The rifle that Herb photographed has no connection to Wayne Robidoux, or any other Robidoux that I know of, other than Wayne drew up a detail set of blueprints to make a duplicate of the rifle.
That said, the family name of Robidoux, with its many spellings, can be found all across North America. They initially came to Acadia and New France. From there, they spread out through Canada, the Great Lakes region, St. Louis, Louisiana, and the West. The name has long been associated with the fur trade.

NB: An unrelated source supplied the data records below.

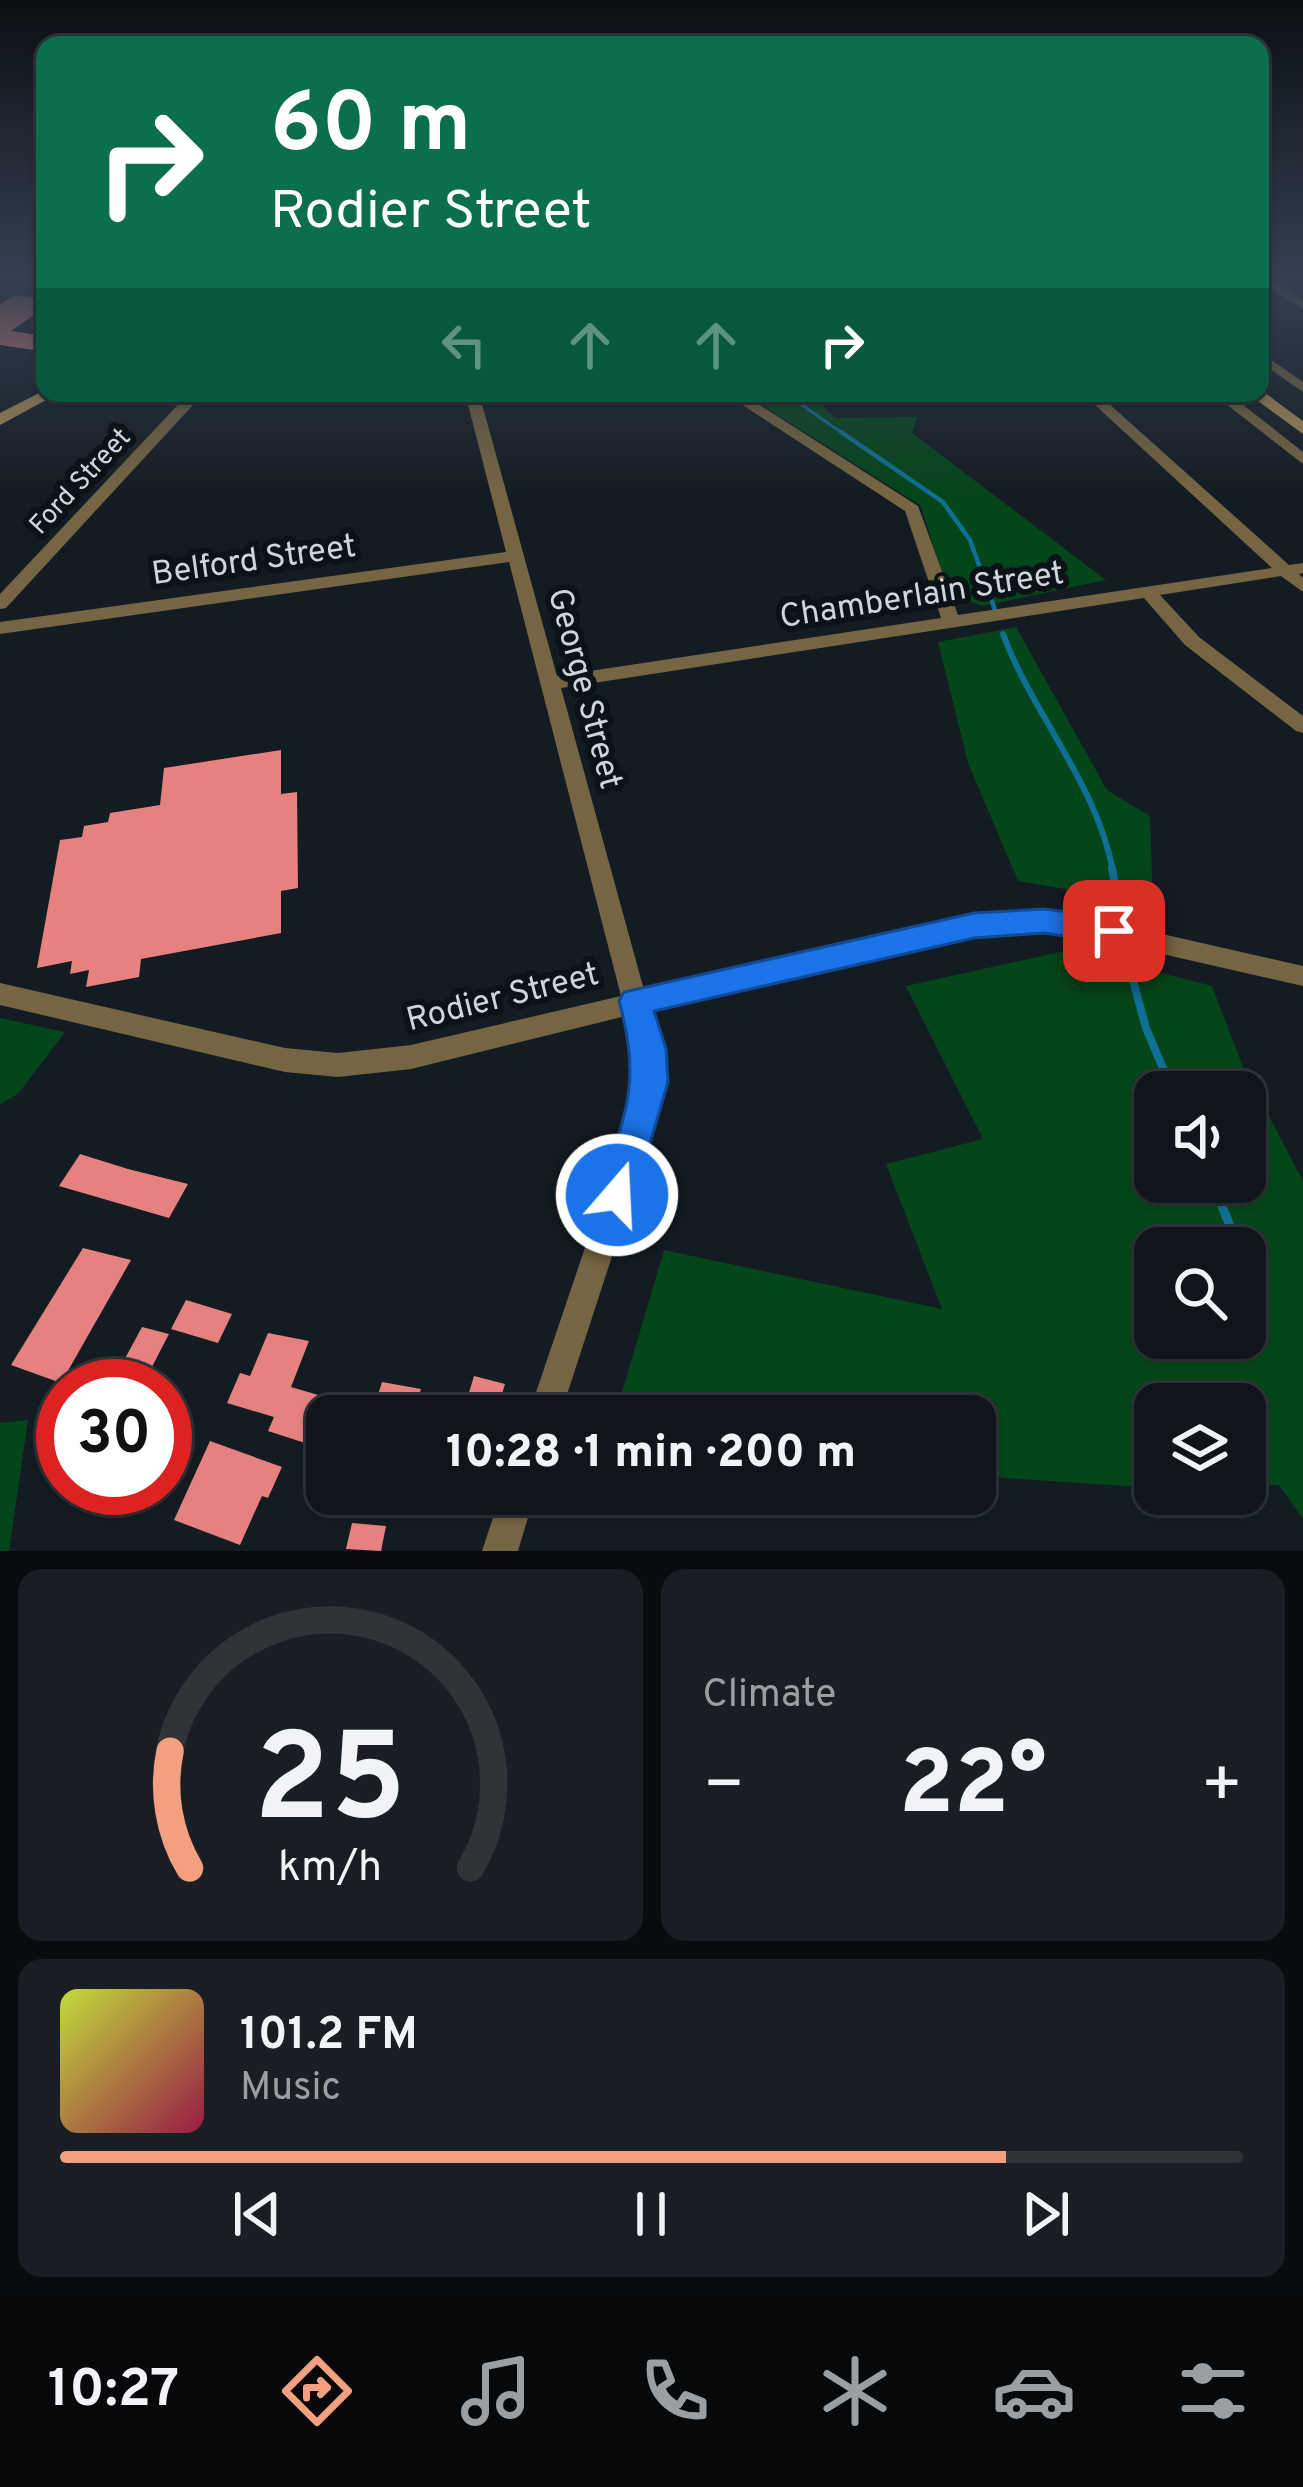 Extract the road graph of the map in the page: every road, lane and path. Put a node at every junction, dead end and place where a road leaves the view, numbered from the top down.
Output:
1 (1269, 363) edge
2 (1269, 388) edge
3 (1303, 388) edge
4 (36, 398) edge
5 (189, 402) edge
6 (474, 402) edge
7 (744, 402) edge
8 (1099, 402) edge
9 (1230, 402) edge
10 (1267, 402) edge
11 (1303, 413) edge
12 (0, 418) edge
13 (1303, 429) edge
14 (1303, 459) edge
15 (517, 556) junction
16 (1294, 569) edge
17 (1303, 586) edge
18 (1148, 592) junction
19 (0, 604) edge
20 (952, 624) junction
21 (0, 628) edge
22 (550, 683) junction
23 (1303, 726) edge
24 (1303, 976) edge
25 (0, 994) edge
26 (635, 1001) junction
27 (551, 1395) edge
28 (511, 1515) edge
29 (500, 1551) edge

1 - 3 street
2 - 11 main road
4 - 12 main road
5 - 19 street, Ford Street
6 - 15 street, George Street
7 - 20 street
8 - 16 street
9 - 14 street
10 - 13 main road
15 - 21 street, Belford Street
15 - 22 street, George Street
16 - 17 street
16 - 18 street, Chamberlain Street
18 - 20 street, Chamberlain Street
18 - 23 street
20 - 22 street, Chamberlain Street
22 - 26 street, George Street
24 - 26 street, Rodier Street
25 - 26 street, Rodier Street
26 - 27 street, George Street
28 - 29 street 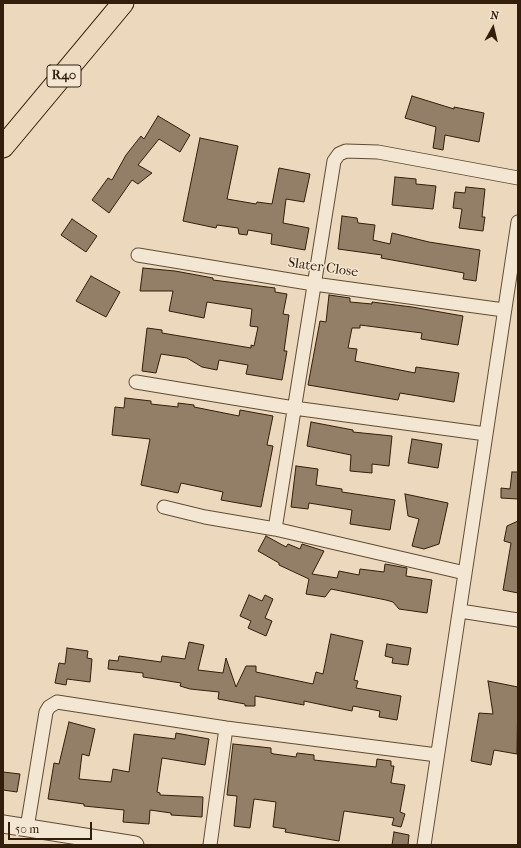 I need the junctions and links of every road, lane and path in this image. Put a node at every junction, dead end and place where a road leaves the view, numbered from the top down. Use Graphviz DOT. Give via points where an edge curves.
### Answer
graph roads {
  1 [pos="123,3"];
  2 [pos="3,147"];
  3 [pos="518,178"];
  4 [pos="518,222"];
  5 [pos="138,255"];
  6 [pos="314,284"];
  7 [pos="504,310"];
  8 [pos="136,382"];
  9 [pos="294,408"];
  10 [pos="486,434"];
  11 [pos="164,507"];
  12 [pos="275,529"];
  13 [pos="465,573"];
  14 [pos="460,611"];
  15 [pos="518,620"];
  16 [pos="226,728"];
  17 [pos="437,754"];
  18 [pos="3,824"];
  19 [pos="27,828"];
  20 [pos="135,845"];
  21 [pos="210,845"];
  22 [pos="424,845"];
  1 -- 2 [label="main road, R40"];
  3 -- 6 [label="street" via="394,154 346,150 334,161"];
  4 -- 7 [label="street"];
  5 -- 6 [label="street, Slater Close"];
  6 -- 7 [label="street, Slater Close"];
  6 -- 9 [label="street"];
  7 -- 10 [label="street"];
  8 -- 9 [label="street"];
  9 -- 10 [label="street"];
  9 -- 12 [label="street"];
  10 -- 13 [label="street"];
  11 -- 12 [label="street"];
  12 -- 13 [label="street"];
  13 -- 14 [label="street"];
  14 -- 15 [label="street"];
  14 -- 17 [label="street"];
  16 -- 17 [label="street"];
  16 -- 19 [label="street" via="57,702 46,712"];
  16 -- 21 [label="street"];
  17 -- 22 [label="street"];
  18 -- 19 [label="street"];
  19 -- 20 [label="street"];
} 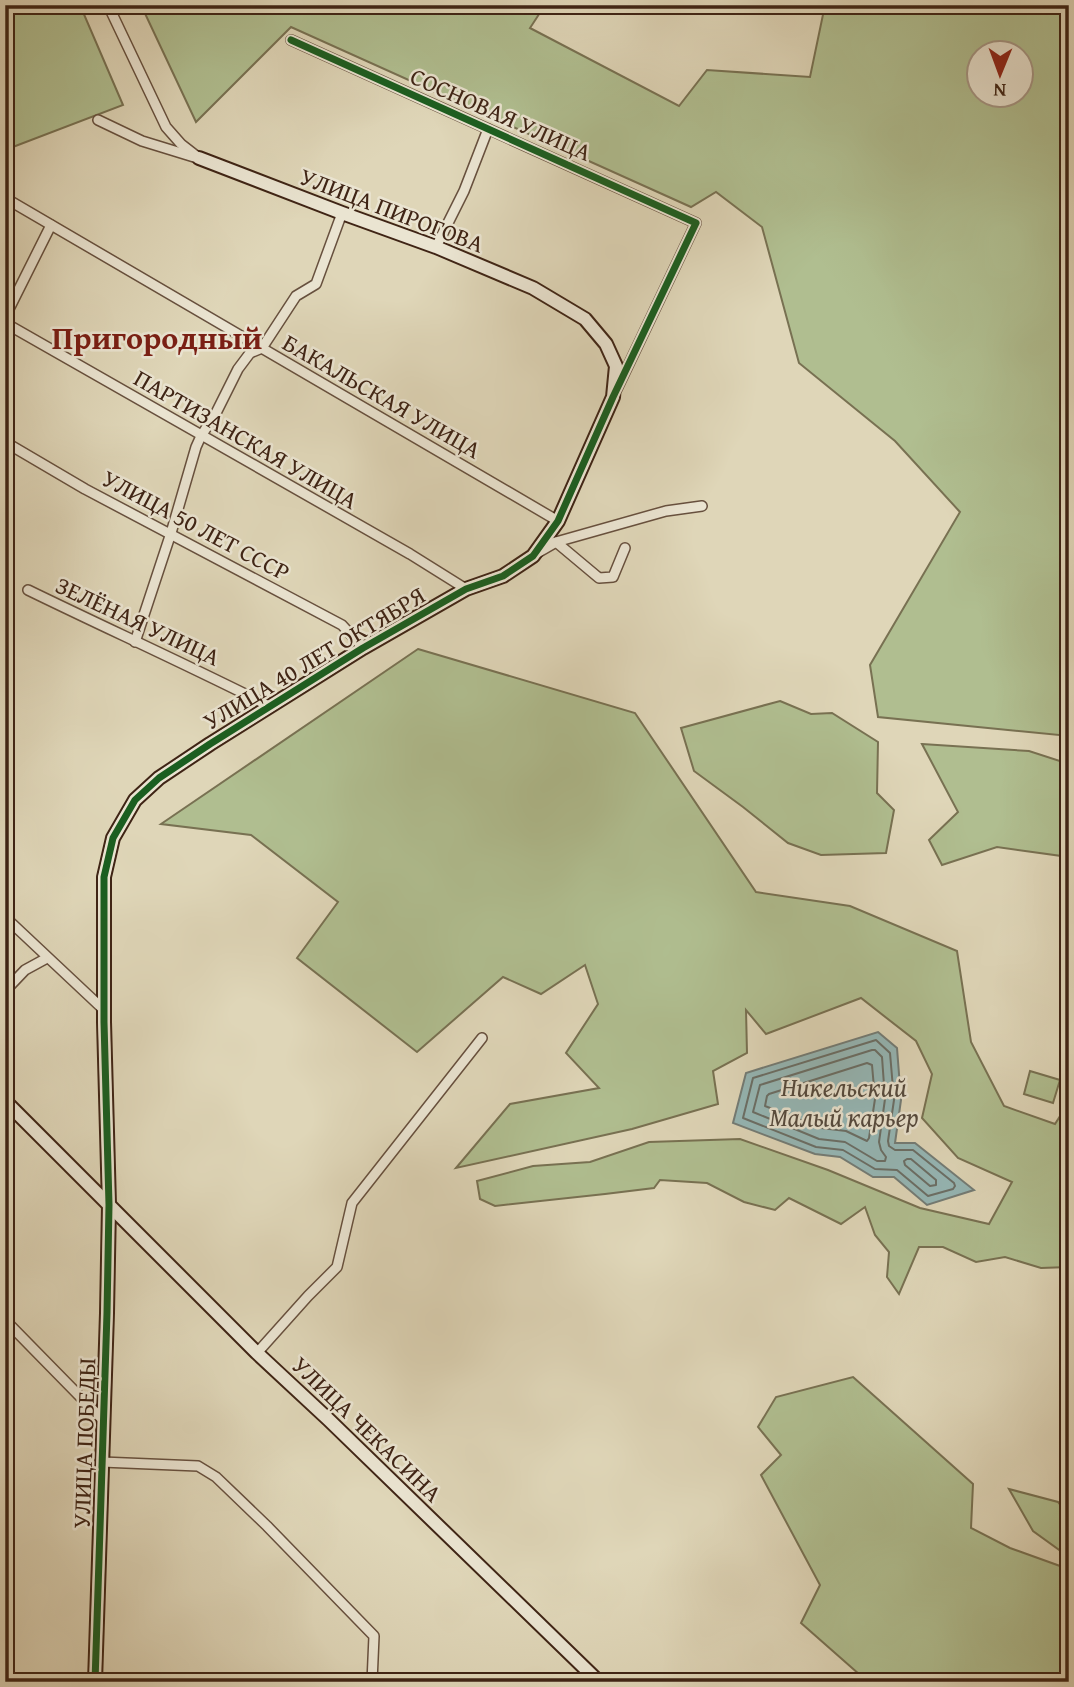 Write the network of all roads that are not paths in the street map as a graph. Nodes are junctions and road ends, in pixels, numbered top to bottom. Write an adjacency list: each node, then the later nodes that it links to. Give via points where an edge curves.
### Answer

Joseph Robidoux II, a fur trader from Canada, was one of the early inhabitants of St. Louis in the 1770s. He raised six sons that were all involved in the fur trade. The eldest, Joseph III, ran his father's business in St. Louis. The other five sons went west. One of them, Antoine, went to Taos in the spring of 1824. Antoine trapped the southern Rockies with other trappers from Taos. He eventually established the first trading posts in Western Colorado. Fort Uncompahgre was constructed by Antoine Robidoux in 1828 at the confluence of the Gunnison River and the Uncompahgre River, near the present town of Delta, CO. In 1832, Antoine Robidoux built a second trading post up near where Herb lives that was called Fort Unitah. He built a third trading post around 1837 on the Green River in present day Utah called Fort Robidoux, but it was short lived.
From the Amazon description for the book
Robidoux Chronicles: French-Indian Ethnoculture of the Trans-Mississippi West by Hugh M. Lewis
Robidoux Chronicles treats with comprehensive documentary detail the factual history of the Robidoux lineage in North America from the first progenitor who arrived in Quebec in about 1665, through the famous six brothers who distinguished themselves as Mountain Men, up until even recent times on reservations in the US. Many members of the Robidoux family were intimately connected to the entire history of the North American fur trade. The six brothers, born in St. Louis before the coming of Lewis & Clark, were important fur-traders during the classical Rendezvous era of the North American fur trade. They became key players in the organization & articulation of the Overland Trail, only to die soon afterward in relative obscurity upon the plains of Kansas & Nebraska. By the 1950's, the story of the Robidoux had been almost entirely forgotten. Subsequent historians had lost all but a scant & fragmentary knowledge of the true role & exploits of the Robidoux & their French-Indian compatriots upon the frontiers of the old west. Antoine Robidoux was the first to establish permanent trading settlements west of the Rockies in the Inter-Montane corridor, & his brother Michel was one of the first expeditions to traverse the length of the Grand Canyon. The eldest brother Joseph became one of the earliest established traders on the upper Missouri & founded St. Joseph, Missouri, which was later to be the primary starting point of the Overland Trail. His younger brother Louis became one of the earliest ranch owners in California, becoming Don of the Jurupa, that encompassed the areas known today as Riverside, San Bernardino, San Jacinto & San Timoteo. An entire inter-tribal French-Indian ethnocultural orientation had developed upon the plains, prairies & mountains of the Trans-Mississippi west a good fifty years before the coming of the Iron Horse & the Pony Express, & has been carried on today in proximity to the reservations of Kansas & Oklahoma, South Dakota & Wyoming.
I have no idea if Wayne Robidoux is a descendent from any of these fur trade Robidoux's that originated from St. Louis.